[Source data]
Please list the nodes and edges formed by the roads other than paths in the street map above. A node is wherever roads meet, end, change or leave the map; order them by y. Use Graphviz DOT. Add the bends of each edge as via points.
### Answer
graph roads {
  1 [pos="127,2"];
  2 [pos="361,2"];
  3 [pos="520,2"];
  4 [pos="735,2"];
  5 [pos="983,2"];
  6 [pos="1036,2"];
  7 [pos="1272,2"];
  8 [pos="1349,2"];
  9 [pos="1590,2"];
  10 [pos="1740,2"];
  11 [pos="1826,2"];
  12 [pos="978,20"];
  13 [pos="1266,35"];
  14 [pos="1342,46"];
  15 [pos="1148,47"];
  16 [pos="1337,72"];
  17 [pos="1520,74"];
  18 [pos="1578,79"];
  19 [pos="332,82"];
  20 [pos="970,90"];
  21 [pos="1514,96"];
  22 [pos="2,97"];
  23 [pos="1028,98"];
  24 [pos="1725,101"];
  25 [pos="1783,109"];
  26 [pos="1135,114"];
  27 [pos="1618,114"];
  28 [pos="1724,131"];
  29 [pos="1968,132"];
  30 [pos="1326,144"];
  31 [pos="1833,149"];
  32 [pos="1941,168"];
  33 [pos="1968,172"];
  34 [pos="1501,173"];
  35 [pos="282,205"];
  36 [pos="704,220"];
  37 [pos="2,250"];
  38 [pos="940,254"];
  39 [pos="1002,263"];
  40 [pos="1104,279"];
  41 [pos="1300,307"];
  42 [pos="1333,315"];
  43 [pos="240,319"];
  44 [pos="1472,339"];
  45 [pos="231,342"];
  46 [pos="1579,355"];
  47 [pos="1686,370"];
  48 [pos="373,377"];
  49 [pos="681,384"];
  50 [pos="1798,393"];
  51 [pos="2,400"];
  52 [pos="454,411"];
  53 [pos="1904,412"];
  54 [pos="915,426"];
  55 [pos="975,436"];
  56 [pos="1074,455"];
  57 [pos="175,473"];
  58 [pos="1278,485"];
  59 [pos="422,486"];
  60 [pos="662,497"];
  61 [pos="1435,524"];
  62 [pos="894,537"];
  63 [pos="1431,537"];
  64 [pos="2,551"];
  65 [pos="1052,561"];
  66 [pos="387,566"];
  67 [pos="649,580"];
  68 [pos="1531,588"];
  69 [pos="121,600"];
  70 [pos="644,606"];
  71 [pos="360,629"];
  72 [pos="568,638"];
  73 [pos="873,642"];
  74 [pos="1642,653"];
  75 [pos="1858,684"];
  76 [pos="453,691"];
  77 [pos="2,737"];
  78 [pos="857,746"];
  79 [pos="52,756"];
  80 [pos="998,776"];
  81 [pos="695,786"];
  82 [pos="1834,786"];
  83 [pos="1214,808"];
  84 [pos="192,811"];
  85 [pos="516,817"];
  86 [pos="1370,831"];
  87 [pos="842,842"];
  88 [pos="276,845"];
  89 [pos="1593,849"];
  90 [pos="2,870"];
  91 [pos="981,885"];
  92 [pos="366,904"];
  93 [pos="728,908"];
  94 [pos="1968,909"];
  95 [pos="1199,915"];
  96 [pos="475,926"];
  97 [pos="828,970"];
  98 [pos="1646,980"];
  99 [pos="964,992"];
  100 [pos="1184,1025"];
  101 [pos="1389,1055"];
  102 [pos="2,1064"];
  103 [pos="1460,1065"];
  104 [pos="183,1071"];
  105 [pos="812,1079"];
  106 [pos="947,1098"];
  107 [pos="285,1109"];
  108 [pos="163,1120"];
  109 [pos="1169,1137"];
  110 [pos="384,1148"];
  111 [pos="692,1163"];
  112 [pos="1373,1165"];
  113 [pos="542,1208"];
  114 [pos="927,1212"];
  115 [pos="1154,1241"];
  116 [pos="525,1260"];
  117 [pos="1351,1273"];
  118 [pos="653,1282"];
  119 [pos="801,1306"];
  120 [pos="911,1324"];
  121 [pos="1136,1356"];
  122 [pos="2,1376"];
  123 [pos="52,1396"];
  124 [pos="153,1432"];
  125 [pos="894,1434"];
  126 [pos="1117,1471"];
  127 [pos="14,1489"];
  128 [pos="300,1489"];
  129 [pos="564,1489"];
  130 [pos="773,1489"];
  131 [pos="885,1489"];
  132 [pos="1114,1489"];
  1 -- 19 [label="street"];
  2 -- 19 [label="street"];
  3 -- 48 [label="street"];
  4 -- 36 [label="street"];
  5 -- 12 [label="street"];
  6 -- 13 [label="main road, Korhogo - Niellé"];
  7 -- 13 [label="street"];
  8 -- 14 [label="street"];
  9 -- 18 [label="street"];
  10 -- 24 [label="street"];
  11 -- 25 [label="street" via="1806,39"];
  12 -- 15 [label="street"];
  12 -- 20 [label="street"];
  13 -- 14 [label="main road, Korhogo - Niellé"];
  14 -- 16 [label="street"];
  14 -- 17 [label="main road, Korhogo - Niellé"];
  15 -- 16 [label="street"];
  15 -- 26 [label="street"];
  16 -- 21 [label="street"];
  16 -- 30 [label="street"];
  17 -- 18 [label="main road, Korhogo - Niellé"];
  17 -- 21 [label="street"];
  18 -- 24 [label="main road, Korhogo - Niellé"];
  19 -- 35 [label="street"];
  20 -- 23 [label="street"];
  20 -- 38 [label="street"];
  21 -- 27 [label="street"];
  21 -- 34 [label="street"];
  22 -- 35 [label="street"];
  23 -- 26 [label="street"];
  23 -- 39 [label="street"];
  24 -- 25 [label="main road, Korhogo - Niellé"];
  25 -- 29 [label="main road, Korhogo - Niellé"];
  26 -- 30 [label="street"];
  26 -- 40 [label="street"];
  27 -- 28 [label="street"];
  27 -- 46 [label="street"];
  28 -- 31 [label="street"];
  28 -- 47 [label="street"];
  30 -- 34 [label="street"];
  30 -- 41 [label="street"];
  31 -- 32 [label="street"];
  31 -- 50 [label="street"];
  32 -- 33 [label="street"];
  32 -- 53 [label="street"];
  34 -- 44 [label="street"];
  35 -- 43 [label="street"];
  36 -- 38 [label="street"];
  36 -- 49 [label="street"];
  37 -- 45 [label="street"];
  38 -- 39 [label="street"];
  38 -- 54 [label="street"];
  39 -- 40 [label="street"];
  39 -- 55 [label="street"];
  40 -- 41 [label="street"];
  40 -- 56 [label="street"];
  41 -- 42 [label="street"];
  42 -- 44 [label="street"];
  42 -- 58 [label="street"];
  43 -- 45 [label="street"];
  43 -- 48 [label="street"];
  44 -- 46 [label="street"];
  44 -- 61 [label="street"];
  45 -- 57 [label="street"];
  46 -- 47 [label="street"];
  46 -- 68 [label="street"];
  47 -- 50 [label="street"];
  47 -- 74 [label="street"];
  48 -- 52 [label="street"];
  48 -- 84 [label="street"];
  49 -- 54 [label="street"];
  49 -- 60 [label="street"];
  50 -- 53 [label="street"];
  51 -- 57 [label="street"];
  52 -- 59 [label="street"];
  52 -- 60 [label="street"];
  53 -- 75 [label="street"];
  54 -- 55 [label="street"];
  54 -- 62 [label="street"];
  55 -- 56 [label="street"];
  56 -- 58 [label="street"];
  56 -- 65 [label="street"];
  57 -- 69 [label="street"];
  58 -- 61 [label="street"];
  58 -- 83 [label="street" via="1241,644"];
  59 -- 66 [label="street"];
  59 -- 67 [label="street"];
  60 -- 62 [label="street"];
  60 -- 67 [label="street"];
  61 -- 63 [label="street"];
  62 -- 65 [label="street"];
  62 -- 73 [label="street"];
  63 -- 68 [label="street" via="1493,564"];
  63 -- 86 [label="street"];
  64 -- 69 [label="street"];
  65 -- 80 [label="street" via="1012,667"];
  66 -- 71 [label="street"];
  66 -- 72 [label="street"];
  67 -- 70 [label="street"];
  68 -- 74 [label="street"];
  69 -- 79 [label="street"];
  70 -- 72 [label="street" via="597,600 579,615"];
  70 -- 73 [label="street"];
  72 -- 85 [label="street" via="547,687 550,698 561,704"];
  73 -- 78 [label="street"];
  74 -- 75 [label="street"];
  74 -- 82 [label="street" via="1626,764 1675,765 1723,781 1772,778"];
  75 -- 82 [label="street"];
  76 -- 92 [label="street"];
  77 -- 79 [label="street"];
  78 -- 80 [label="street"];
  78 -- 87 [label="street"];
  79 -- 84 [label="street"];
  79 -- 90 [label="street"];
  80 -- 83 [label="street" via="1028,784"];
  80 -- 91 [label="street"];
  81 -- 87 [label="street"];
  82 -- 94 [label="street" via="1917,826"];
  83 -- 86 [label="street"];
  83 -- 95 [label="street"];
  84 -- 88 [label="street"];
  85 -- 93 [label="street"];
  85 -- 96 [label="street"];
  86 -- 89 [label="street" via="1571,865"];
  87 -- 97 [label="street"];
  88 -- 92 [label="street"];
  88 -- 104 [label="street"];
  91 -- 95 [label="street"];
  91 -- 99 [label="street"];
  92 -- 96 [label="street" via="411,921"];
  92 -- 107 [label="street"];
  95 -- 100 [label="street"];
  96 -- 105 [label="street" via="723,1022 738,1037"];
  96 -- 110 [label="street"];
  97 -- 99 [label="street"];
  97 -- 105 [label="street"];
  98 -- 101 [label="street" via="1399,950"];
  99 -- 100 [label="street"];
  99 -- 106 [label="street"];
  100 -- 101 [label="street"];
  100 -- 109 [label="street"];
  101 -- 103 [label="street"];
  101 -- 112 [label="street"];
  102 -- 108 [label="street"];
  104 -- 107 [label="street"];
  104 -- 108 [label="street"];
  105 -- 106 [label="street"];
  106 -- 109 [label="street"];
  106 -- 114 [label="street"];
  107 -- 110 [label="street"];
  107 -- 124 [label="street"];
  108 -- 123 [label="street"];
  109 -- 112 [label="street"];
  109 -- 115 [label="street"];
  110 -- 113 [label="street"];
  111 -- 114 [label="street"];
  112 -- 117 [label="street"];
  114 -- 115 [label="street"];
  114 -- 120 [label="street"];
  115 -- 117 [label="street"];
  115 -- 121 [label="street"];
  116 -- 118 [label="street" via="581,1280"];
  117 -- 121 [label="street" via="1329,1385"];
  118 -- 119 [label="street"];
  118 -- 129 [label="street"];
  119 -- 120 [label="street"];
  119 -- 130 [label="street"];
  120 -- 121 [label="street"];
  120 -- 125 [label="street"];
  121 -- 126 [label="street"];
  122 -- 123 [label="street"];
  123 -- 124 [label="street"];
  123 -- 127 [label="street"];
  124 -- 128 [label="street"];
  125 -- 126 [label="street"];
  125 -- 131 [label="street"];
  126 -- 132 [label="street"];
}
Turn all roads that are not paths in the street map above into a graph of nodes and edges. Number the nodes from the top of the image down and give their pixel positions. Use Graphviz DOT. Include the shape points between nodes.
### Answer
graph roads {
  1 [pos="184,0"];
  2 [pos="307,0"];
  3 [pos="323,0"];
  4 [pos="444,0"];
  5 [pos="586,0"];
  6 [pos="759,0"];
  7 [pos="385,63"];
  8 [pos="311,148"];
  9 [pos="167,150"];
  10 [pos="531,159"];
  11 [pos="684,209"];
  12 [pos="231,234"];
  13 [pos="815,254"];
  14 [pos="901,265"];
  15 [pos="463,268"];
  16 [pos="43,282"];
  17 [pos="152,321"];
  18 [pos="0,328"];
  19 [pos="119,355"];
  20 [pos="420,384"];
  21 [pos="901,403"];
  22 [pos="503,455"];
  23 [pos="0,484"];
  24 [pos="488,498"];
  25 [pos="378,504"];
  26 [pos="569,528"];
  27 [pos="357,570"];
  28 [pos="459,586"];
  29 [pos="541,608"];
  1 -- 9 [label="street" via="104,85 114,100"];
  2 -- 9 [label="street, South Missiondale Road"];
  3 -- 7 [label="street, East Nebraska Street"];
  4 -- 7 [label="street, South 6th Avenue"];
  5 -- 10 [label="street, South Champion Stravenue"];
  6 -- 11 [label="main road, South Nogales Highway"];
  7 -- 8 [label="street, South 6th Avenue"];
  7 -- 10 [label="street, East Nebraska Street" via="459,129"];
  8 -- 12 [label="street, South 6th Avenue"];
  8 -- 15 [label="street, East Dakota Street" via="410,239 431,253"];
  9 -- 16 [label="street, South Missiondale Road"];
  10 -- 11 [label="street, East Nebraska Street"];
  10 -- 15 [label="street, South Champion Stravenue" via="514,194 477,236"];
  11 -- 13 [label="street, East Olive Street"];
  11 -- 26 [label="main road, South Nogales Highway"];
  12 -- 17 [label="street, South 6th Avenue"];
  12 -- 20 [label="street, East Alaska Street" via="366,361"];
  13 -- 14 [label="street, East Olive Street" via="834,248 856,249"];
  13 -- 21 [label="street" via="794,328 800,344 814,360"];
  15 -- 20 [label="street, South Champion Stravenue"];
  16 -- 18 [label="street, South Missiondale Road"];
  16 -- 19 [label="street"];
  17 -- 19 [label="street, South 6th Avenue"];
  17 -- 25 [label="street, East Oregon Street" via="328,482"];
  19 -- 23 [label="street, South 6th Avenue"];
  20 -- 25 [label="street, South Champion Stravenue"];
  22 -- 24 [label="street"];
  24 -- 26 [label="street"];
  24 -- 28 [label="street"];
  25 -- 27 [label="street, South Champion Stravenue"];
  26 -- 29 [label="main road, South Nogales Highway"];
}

» Directions
Lines that include the word "roads" are to be extracted from the data above.

» Output for this exercise
Please list the nodes and edges formed by the roads other than paths in the street map above. A node is wherever roads meet, end, change or leave the map; order them by y. Use Graphviz DOT. Add the bends of each edge as via points.
graph roads {
Turn all roads that are not paths in the street map above into a graph of nodes and edges. Number the nodes from the top of the image down and give their pixel positions. Use Graphviz DOT. Include the shape points between nodes.
graph roads {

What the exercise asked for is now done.